High-resolution micro-computed tomography reveals cracking in a hydrophobic composite; a new mechanism for mobilisation in controlled release applications

Abstract

High-resolution micro-computed tomography (μ-CT) provides new insights into the release of water-soluble crystalline materials from hydrophobic polymer matrices. This technique was applied to investigate the complex pathways underpinning the release of the agrichemical dicyandiamide (DCD), a common crystalline, water-soluble nitrification inhibitor, following its encapsulation in a biodegradable poly(3-hydroxybutyrate- co -3-hydroxyvalerate) (PHBV) matrix at a loading of 250 g kg −1 . Such a material allows controlled DCD delivery and improves its stability in tropical cropping systems. The insights gained from the use of this advanced 3-D imaging technique has led to a new understanding of the processes driving release of active agents and will aid the modelling and design of such tailored delivery formulations. These insights are broadly applicable and relevant to various soluble crystalline agrichemicals, drugs and medical implants. The release rate from DCD-PHBV pellets, fabricated through industrially relevant extrusion processing, was initially rapid, exponentially decaying over the first eight weeks. This was followed by a very gradual, linear release over the next 18 weeks. High-resolution μ-CT (0.5 μm) led to two important conclusions: i) the DCD that was rapidly mobilized existed within channels connected to the surface of the pellet, and ii) fine cracks present before and after release may explain the very slow mobilisation from the eighth week onward.
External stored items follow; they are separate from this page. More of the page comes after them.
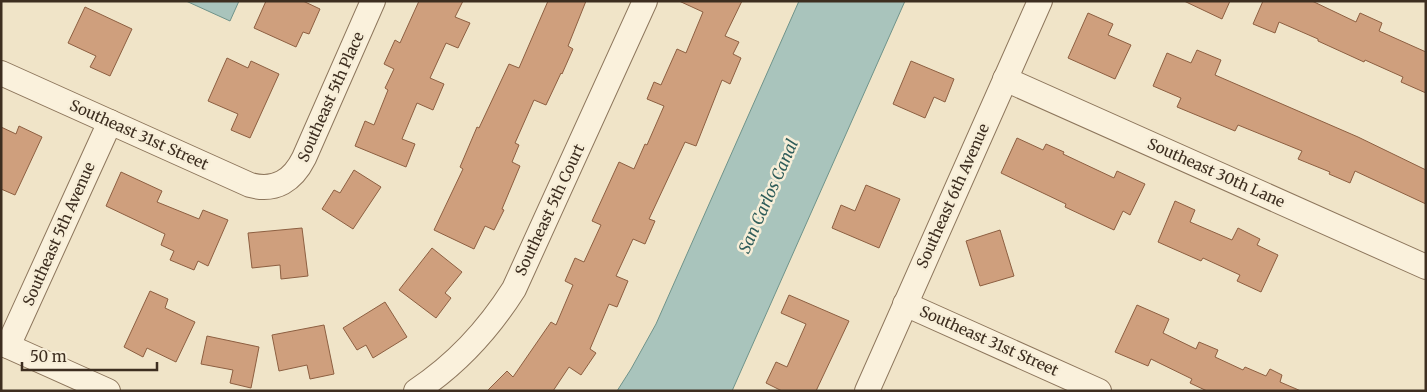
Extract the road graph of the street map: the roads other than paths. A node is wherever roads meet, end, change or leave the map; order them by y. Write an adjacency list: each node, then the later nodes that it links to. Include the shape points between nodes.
1 (373, 1): 7 (street, Southeast 5th Place, via 304,158 288,181)
2 (645, 1): 12 (street, Southeast 5th Court, via 514,289 475,341 444,371)
3 (1040, 1): 5 (street, Southeast 6th Avenue)
4 (1, 73): 6 (street, Southeast 31st Street)
5 (1005, 79): 8 (street, Southeast 30th Lane); 9 (street, Southeast 6th Avenue)
6 (110, 122): 7 (street, Southeast 31st Street, via 250,185); 10 (street, Southeast 5th Avenue)
7 (279, 185)
8 (1426, 267)
9 (905, 304): 13 (street, Southeast 6th Avenue); 14 (street, Southeast 31st Street)
10 (5, 344): 11 (street)
11 (108, 391)
12 (416, 391)
13 (867, 391)
14 (1099, 391)

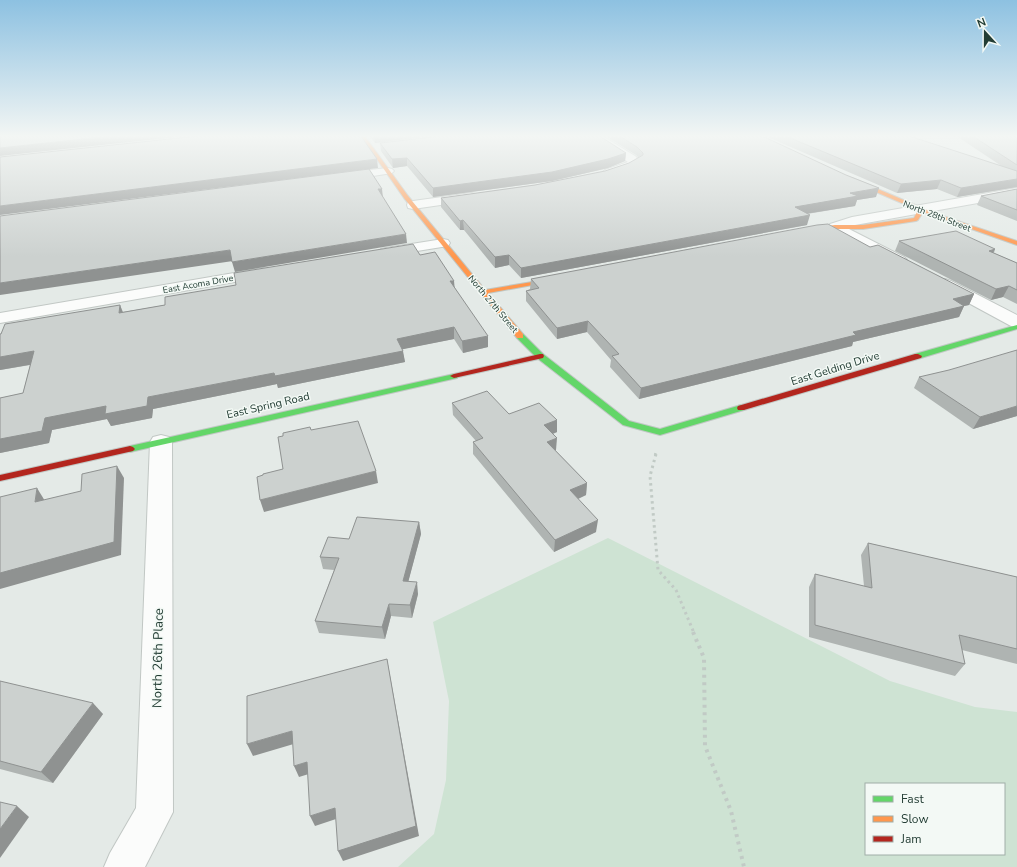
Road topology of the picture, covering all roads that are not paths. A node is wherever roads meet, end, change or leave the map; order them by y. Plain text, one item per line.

Revealing the microstructure of this type of composite improves our current understanding of the mechanisms controlling the release of soluble crystalline materials encapsulated in a hydrophobic biodegradable polymer matrix. • μ-CT reveals cracks that contribute to release of DCD from a biodegradable matrix. • Analysis found 2–4 μm cracks that propagate from pores and vertices of DCD crystals. • The biopolymer, PHBV, is shown to not follow Higuchi's classic moving front theory. • Pore analysis quantifies initial and final porosity and orientation of DCD crystals.